__Your goal__.
In the entries below, every line with the string "lane" is to be reported.

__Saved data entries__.

----------------------------------------

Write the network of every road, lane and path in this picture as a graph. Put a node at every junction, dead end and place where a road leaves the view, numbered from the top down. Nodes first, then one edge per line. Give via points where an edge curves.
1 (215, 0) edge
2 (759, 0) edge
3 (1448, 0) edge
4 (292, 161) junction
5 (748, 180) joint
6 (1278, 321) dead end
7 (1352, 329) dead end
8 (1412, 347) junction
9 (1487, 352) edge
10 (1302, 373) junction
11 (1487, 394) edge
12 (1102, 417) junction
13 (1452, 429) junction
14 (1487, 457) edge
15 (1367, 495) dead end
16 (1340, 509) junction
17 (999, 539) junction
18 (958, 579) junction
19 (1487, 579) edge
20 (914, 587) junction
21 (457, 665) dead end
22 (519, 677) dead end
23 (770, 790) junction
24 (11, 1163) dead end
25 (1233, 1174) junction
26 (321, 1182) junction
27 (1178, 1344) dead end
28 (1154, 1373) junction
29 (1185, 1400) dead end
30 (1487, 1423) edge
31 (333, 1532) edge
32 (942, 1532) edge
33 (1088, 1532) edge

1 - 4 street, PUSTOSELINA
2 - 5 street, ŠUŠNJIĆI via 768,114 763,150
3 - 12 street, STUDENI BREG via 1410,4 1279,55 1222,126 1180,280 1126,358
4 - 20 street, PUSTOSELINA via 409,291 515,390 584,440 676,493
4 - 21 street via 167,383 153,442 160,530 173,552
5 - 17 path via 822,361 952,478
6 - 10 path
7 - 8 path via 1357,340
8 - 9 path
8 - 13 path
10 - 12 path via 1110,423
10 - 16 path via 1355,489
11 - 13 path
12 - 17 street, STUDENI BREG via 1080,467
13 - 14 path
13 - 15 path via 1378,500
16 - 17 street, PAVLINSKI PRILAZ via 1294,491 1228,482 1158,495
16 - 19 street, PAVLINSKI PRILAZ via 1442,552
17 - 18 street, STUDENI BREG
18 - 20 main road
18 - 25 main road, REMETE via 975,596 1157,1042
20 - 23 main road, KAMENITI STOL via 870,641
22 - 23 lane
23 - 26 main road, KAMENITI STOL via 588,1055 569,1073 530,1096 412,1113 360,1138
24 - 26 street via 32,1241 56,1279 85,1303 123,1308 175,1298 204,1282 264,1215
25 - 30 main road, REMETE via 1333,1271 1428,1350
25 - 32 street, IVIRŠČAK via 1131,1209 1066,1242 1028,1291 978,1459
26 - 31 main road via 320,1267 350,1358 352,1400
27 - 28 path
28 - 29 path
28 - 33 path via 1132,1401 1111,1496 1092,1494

----------------------------------------

__Answer to this exercise__.
Write the network of every road, lane and path in this picture as a graph. Put a node at every junction, dead end and place where a road leaves the view, numbered from the top down. Nodes first, then one edge per line. Give via points where an edge curves.
22 - 23 lane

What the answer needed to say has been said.